По сию пору ведь нигде как следует не изучен и не объяснен сам парадокс ареста членов любительского литературного кружка Петрашевского николаевской охранкой и толком не объяснена суть обвинения петрашевцам. Имя Спешнева в советское время практически не упоминалось, даже при анализе формирования творческого кредо Достоевского, как автора «Бесов». А уж в современное бесовское время и тем паче нет таких. Самый переломный, самый трагический момент в жизни великого писателя, который фактически переломал автора сентиментальной повести «Неточка Незванова» и сотворил из него новую личность, не осмысливался ни одним из художников слова России до романа «Петропавловская крепость».

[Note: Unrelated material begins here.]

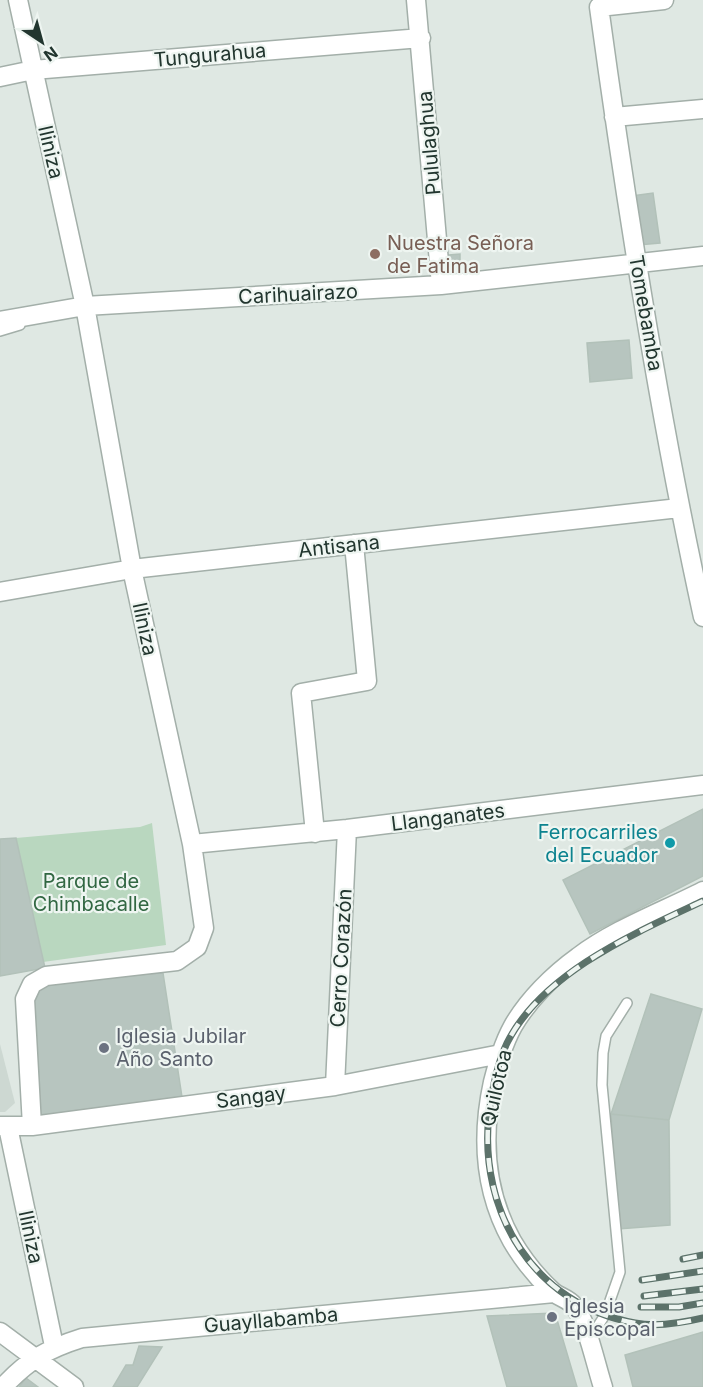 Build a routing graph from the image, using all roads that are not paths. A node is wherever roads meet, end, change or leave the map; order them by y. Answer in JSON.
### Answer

Потому поступок Т. Жариковой кажется мне заслуживающим внимание публики вдвойне. И то, что книга так долго пролежала в столе у автора, — это следствие как раз-таки того, что книгоиздательская Россия была не готова до определенного времени воспринять наличие женщины-писательницы, способной живописать литературного гения в момент катарсиса его души. Принеси подобную рукопись мужчина в издательство хотя бы 20 лет тому назад — публика возопила бы Осанну автору, масса именитых лауреатов искусала бы губы и истекла бы слюнями от зависти. А женскую рукопись на эту тему в те годы, мне думается, просто никто не стал читать.
И вот — первый прорыв!
Что следует из этого суждения? А то, что книги-дурновкусицы о рыжих блондинках, выходящих замуж за тут же становящихся порядочными миллиардеров все-таки России оказались нужны. Не будь этого вала жвачки для глаз, который научил русскую публику не шарахаться от женского имени на обложке книги, кто знает, когда бы кто из русских читателей узнал о тех людях, кто был в кружке петрашевцев, о характере взаимоотношений между молодым Достоевским и уже тогда знаменитейшим поэтом и издателем Н. Некрасовым. Не знал бы имени агента охранки, написавшего донос на молодых не революционеров даже, а так — недовольных невесть чем ребят: то крепостным правом в стране, то отсутствием присяжных заседателей в судах николаевской России.
Впрочем, не это главное. Я вдруг захотел перечитать «Братьев Карамазовых» и «Записки из мертвого дома». Родились какие-т о ассоциации в голове. Я вдруг подумал, что смогу теперь иначе увидеть ряд персонажей из числа каторжников, с которыми был Достоевский рядом и которых описал. А также пойму, наконец, почему именно Смердяков убил старшего сумасброда Карамазова. Почему другие сыновья не могли убить его. И никогда не хотели.
А вы? Вы уверены, что знаете ответ на эти вопросы? Прочитайте роман Т. Жариковой — и подумайте.
Да, кстати, выдал петрашевцев и Достоевского Федора Михайловича некий Антонелли. Запомните имя этого негодяя и передайте его потомкам.